The time saving comes from removing transcription, not from removing bookkeeping judgment.
Guide detail
What to automate and what to keep human
The fields that benefit most from automation are the fields people keep retyping: supplier name, invoice date, invoice number, totals, VAT, due date, and currency. Those values are document reading tasks, not accounting strategy. They are exactly the kind of repeated work that software should reduce.
The parts that should stay human are usually the same across firms: unusual VAT treatment, unclear supplier identity, duplicate suspicion, or any case where the document itself is odd. A review-first workflow is stronger than a silent auto-post workflow because it makes the confidence boundary visible.
- Automate document reading, not bookkeeping responsibility.
- Keep the exception queue visible so reviewer time goes to the right invoices.
- Judge the workflow by how fast real supplier batches are reviewed, not by a demo claim.
Guide detail
Where ZeroPaste fits in a Xero workflow
ZeroPaste is built for the step before Xero. It is not a ledger replacement and it is not a full AP suite. It accepts invoices by email or upload, extracts the key fields, keeps a review step visible, and prepares downstream exports including Xero-friendly outputs. That makes it useful for firms that want a lighter operational layer rather than another big platform.
This is also why Xero firms compare ZeroPaste with both Hubdoc and Dext. Hubdoc is already included for many Xero users, but some firms still want stronger extraction and a calmer review queue. Dext is broader, but its per-client pricing can become painful. ZeroPaste sits in the narrower middle ground: email-first intake, EU hosting, review-first extraction, and export flexibility.
Common mistakes
Mistakes to avoid when automating Xero invoice intake
Treating automation as auto-posting
The safer model is extraction first and posting later. Automating the reading step is different from automating the accounting decision.
Making clients learn a new upload routine
If the intake path creates friction, adoption drops. Email forwarding usually fits current behavior better than another portal.
Comparing tools only on OCR claims
The real metric is review speed on real supplier batches, not a marketing screenshot of one clean invoice.
When ZeroPaste helps
When this workflow helps most
This approach is strongest when the practice wants a lighter intake layer around an existing Xero setup.
Multi-client bookkeeping firms
Useful when invoices arrive from many client inboxes and the team wants one review-first queue.
Spreadsheet-friendly teams
Useful when some invoices still need an export step before final posting.
Practices reviewing Hubdoc or Dext costs
Useful when the firm wants a narrower extraction layer with simpler economics.

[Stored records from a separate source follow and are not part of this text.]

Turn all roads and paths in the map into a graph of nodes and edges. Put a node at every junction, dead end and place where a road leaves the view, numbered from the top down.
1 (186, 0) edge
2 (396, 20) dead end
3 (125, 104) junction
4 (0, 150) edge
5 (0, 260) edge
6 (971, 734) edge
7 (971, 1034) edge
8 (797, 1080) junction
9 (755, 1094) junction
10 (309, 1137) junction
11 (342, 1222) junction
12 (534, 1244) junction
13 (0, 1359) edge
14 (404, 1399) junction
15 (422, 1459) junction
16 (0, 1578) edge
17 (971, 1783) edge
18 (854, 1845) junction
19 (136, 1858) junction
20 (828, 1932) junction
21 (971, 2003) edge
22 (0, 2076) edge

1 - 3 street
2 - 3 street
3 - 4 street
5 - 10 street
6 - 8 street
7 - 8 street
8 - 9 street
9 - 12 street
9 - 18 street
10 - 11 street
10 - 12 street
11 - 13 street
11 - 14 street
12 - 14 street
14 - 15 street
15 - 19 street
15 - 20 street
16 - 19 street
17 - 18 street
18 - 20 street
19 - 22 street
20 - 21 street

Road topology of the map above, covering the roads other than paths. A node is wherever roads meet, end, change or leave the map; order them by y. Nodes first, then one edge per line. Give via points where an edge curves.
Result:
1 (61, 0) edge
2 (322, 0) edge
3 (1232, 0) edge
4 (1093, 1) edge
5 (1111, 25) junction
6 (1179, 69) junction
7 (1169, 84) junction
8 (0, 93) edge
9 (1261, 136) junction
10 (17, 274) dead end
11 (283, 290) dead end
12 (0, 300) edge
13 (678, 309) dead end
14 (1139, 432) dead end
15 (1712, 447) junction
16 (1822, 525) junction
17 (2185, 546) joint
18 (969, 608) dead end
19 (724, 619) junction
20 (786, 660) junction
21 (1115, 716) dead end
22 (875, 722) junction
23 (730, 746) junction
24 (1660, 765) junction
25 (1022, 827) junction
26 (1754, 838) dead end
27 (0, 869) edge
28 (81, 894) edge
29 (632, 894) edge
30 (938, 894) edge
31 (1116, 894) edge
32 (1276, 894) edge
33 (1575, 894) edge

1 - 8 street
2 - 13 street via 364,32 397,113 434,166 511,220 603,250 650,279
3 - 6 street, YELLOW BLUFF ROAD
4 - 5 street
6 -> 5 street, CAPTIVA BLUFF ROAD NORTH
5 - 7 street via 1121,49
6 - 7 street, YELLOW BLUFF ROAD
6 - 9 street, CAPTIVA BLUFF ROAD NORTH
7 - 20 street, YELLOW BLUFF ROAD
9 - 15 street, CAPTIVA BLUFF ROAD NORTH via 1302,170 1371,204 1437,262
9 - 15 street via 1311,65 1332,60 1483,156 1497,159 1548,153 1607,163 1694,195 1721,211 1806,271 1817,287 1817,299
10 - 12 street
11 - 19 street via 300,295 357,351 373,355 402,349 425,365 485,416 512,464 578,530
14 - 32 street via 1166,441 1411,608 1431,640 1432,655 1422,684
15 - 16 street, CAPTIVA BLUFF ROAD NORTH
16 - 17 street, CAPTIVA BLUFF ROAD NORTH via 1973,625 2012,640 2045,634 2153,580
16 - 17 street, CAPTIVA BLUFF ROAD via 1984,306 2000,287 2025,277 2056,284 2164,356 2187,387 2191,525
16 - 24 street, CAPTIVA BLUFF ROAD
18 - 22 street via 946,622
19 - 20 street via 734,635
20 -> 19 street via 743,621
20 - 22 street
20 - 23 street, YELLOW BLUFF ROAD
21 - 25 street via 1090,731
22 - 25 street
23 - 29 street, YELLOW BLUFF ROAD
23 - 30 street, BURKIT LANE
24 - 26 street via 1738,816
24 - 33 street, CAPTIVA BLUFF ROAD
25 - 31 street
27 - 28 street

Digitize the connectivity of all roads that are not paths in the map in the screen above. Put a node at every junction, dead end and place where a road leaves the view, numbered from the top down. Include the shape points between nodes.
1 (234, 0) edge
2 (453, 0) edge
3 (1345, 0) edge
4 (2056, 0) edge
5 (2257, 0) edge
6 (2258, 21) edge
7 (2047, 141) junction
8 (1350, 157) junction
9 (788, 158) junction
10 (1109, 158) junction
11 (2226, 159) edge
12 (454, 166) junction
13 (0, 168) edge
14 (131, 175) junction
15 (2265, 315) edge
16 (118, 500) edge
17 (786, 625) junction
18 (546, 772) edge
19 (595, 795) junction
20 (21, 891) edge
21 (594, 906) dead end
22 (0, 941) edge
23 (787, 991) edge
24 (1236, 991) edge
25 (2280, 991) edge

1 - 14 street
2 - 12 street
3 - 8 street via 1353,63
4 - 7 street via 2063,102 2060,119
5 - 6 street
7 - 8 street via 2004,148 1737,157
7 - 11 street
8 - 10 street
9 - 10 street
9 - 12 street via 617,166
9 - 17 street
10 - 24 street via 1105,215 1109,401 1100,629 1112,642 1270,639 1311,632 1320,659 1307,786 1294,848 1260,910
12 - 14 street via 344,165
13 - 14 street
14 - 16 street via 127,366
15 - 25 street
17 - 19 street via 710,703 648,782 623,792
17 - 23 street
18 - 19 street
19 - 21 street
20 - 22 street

When it is not the right tool
When it is not the right fit
This guide is less relevant if the practice is looking for a broad AP suite rather than a focused extraction workflow.
- Teams that need procurement approvals and payment workflows in one platform.
- Firms that want to skip review entirely and auto-post by default.
- Ledger-first users who are satisfied with the current native intake path.
FAQ
These are the practical questions that usually come up when a Xero firm reviews invoice automation.
Questions about automating invoice processing for Xero
How does invoice extraction by email work with Xero?
Invoices are forwarded from a normal mailbox to a dedicated intake address. The software extracts the key fields, presents them for review, and then prepares a Xero-friendly export or draft-bill handoff.
Do clients need to log into a portal?
Not in an email-first workflow. Clients can continue forwarding invoices from their existing email client.
Does ZeroPaste replace Xero?
No. ZeroPaste sits before Xero. It extracts and prepares invoice data so the bookkeeping handoff is cleaner.
Why do firms compare ZeroPaste with Hubdoc and Dext?
Because all three sit around the same supplier-invoice problem. The practical differences are intake method, review workflow, pricing shape, and hosting posture.